:: Task requirements ::
Report the count of lines below in which the string "Jacal" occurs; include nothing else.

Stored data
——

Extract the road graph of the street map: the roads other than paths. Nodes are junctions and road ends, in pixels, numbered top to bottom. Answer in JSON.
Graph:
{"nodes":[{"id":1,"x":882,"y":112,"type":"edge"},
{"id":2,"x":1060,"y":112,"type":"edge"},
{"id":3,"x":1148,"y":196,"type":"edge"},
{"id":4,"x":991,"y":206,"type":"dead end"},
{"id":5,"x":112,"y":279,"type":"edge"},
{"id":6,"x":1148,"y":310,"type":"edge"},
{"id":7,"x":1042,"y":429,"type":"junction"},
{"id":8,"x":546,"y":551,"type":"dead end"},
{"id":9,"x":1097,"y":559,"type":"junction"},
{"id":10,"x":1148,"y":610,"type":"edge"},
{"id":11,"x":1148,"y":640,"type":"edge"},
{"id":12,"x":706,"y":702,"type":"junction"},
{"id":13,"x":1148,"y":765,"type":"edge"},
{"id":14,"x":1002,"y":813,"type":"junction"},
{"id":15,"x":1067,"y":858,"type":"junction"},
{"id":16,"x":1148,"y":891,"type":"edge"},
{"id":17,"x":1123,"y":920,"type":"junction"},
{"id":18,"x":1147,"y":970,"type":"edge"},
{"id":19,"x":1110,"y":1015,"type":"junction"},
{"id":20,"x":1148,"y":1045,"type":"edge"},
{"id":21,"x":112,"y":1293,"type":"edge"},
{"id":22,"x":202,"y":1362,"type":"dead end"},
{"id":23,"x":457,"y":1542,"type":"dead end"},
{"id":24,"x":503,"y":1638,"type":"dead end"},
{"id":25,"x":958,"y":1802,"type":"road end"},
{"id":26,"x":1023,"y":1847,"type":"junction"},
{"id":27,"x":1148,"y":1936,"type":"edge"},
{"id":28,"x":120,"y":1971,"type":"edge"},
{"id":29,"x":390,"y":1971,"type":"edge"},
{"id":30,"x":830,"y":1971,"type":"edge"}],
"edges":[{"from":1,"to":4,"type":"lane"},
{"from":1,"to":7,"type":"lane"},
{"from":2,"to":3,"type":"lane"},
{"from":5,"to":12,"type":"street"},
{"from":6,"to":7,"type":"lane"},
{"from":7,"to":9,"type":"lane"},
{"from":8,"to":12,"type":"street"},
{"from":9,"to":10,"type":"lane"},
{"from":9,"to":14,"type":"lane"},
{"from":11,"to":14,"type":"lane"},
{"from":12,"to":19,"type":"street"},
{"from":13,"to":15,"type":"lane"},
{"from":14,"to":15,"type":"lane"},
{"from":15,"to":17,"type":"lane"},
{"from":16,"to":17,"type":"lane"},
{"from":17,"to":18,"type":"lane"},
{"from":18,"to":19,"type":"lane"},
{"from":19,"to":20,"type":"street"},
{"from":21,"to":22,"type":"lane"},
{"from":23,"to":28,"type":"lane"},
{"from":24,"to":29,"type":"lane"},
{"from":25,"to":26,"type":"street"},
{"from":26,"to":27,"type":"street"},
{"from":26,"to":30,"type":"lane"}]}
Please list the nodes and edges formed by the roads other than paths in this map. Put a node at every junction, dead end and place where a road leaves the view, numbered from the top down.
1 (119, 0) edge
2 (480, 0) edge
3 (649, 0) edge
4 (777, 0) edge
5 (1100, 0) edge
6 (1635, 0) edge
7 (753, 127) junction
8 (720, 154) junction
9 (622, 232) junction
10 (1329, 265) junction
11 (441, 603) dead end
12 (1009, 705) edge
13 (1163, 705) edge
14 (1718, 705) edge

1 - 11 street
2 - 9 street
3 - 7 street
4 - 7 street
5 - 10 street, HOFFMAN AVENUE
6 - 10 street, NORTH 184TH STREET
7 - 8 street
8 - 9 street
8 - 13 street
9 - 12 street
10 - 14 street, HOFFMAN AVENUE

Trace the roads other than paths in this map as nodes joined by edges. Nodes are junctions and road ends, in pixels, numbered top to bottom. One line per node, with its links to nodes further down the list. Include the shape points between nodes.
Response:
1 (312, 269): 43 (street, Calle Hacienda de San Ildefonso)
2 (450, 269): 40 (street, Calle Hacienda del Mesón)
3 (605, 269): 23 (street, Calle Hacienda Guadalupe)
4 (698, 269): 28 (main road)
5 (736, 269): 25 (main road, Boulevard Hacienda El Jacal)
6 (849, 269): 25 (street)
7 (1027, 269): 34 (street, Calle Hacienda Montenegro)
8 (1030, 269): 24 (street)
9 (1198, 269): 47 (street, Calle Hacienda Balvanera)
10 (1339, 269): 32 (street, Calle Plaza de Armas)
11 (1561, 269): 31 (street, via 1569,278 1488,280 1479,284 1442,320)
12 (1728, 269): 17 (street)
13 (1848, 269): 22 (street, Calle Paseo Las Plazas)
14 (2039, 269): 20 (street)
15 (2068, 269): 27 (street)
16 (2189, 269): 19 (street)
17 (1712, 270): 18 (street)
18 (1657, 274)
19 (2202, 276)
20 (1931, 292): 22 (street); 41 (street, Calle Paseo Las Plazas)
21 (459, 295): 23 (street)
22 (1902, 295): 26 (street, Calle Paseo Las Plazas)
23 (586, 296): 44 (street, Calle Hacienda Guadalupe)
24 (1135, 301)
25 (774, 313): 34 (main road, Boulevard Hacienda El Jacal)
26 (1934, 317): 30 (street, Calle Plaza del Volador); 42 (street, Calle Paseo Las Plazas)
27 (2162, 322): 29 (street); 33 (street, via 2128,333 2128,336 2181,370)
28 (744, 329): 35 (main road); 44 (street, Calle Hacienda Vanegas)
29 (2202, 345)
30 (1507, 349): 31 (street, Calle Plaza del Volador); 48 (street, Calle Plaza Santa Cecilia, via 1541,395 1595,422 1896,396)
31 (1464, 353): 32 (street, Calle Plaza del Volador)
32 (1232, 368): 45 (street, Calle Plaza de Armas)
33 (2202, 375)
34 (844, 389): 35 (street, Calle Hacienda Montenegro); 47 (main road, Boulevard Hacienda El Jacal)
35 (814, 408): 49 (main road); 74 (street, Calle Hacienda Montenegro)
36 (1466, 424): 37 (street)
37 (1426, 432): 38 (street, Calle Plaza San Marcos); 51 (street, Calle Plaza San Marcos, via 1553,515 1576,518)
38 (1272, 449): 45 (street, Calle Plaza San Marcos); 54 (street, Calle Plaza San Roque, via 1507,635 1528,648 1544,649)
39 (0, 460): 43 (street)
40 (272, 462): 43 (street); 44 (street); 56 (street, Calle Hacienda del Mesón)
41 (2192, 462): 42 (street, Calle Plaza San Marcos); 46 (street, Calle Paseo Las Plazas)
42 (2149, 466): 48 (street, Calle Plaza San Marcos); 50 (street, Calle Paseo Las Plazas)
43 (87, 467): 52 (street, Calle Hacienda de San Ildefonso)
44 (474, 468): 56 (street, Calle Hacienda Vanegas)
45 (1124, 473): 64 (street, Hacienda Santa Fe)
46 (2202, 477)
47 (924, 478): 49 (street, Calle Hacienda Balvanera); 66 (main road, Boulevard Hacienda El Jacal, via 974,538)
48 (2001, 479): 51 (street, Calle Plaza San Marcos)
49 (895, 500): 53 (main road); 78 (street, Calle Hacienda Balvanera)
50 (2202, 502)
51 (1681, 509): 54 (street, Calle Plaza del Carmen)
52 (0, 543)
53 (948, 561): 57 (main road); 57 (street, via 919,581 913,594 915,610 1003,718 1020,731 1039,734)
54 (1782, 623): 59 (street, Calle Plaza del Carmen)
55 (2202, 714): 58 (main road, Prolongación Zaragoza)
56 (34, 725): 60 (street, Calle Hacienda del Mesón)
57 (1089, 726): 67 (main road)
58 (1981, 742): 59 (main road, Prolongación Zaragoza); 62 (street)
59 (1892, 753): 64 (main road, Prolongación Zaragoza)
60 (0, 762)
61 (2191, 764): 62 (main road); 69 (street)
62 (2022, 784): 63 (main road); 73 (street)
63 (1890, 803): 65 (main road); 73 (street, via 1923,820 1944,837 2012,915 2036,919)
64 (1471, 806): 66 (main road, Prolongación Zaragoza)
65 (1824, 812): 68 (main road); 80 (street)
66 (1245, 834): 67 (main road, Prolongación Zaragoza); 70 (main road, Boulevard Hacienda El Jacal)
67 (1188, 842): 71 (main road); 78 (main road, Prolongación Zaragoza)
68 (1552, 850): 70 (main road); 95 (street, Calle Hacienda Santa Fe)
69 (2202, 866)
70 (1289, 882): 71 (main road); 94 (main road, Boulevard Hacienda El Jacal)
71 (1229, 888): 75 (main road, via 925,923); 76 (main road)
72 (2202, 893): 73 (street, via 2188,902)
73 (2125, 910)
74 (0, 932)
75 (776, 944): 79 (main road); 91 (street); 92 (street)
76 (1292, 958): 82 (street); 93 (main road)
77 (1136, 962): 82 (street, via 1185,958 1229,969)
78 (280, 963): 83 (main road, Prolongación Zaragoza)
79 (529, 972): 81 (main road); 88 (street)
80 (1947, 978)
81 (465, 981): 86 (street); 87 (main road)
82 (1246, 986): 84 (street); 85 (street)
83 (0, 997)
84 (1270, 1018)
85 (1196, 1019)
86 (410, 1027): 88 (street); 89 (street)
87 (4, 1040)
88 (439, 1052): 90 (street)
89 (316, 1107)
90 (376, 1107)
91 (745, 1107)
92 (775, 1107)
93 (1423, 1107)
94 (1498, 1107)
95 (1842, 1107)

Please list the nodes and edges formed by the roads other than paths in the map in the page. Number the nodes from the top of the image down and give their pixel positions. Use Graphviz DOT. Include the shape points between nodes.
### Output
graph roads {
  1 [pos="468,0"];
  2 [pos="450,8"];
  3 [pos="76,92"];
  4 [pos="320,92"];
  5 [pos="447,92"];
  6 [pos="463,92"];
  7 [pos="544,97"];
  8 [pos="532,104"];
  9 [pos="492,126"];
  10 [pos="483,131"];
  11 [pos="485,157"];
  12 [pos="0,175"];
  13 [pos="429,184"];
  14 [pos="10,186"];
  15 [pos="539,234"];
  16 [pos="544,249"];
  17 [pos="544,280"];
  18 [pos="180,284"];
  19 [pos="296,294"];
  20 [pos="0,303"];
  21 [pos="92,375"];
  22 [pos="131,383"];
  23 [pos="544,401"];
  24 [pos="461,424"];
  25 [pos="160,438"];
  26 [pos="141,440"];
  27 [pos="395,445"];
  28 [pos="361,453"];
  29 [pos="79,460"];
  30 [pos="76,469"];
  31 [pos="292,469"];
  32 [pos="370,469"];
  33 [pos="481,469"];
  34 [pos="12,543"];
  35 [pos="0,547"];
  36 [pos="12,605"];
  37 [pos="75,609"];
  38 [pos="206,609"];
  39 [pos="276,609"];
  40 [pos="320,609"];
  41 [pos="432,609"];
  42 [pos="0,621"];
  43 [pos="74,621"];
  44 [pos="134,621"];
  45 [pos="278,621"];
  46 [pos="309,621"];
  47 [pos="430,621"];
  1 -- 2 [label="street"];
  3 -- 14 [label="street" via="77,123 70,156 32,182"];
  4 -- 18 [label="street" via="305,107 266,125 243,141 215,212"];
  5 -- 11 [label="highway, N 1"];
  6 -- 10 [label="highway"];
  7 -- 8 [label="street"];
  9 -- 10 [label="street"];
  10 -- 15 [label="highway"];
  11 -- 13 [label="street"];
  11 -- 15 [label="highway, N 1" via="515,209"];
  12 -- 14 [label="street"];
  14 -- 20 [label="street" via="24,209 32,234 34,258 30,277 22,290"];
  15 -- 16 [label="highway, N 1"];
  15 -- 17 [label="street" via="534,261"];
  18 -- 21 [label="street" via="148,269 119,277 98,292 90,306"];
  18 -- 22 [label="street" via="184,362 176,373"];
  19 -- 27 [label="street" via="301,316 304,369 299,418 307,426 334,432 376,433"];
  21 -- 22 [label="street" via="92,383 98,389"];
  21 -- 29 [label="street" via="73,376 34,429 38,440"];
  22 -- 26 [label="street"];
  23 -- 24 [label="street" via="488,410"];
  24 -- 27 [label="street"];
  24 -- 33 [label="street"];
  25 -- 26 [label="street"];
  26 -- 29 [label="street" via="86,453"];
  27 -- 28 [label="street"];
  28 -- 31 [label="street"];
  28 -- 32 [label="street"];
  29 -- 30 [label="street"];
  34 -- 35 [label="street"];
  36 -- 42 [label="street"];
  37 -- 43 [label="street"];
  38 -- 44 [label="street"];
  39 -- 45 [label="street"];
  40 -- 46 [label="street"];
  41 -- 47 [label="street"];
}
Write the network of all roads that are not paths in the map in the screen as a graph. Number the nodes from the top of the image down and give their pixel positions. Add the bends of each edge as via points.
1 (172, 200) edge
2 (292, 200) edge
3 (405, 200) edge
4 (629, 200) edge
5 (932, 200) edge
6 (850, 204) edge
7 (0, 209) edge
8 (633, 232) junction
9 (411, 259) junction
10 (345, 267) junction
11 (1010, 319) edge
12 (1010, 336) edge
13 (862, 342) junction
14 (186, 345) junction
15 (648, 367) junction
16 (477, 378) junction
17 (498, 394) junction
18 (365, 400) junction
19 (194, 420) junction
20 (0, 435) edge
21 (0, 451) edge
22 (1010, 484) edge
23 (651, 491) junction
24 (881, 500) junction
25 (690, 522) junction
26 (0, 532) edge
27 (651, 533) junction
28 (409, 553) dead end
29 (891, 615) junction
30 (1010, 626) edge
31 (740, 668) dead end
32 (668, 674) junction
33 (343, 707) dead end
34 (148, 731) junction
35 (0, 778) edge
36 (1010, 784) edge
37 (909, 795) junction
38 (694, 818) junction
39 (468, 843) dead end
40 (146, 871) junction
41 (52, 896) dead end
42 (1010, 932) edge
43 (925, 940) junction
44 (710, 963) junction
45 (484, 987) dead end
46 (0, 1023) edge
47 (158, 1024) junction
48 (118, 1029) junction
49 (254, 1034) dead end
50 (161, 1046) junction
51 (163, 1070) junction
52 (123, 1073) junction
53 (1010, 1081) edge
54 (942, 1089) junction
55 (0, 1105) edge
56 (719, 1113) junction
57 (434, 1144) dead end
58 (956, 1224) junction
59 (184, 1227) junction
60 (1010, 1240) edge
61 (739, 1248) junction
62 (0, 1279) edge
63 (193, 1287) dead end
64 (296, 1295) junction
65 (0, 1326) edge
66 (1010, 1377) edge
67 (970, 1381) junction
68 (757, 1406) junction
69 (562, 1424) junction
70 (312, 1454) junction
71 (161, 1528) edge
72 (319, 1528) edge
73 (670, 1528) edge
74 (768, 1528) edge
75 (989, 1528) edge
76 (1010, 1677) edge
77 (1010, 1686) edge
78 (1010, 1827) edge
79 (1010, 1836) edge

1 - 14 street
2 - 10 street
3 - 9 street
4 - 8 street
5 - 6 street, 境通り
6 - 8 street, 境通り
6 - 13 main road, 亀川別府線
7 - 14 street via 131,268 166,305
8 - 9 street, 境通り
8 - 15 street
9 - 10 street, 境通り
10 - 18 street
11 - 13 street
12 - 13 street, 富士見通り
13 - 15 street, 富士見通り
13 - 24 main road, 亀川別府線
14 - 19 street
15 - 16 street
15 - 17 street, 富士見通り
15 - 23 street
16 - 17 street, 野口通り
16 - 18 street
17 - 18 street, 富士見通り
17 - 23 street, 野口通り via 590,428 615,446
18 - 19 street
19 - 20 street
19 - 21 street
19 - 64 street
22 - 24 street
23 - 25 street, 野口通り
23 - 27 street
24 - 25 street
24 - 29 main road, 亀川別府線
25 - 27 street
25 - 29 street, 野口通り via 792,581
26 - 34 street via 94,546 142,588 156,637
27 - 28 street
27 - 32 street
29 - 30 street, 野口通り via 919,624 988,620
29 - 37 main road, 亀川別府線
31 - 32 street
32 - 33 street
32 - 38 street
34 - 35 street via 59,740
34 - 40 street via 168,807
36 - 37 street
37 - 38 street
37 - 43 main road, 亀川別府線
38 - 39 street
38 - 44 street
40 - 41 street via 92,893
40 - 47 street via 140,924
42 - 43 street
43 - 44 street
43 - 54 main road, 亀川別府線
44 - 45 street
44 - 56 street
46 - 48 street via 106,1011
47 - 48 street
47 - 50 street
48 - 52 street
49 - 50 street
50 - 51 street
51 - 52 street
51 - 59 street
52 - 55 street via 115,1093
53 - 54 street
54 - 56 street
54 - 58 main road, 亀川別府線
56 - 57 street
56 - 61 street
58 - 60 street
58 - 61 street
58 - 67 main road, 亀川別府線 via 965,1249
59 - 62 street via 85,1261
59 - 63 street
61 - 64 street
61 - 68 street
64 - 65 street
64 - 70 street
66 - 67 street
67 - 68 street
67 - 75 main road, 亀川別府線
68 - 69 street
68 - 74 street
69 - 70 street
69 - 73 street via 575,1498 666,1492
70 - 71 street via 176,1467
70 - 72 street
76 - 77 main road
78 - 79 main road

——

:: Answer for this exercise ::
6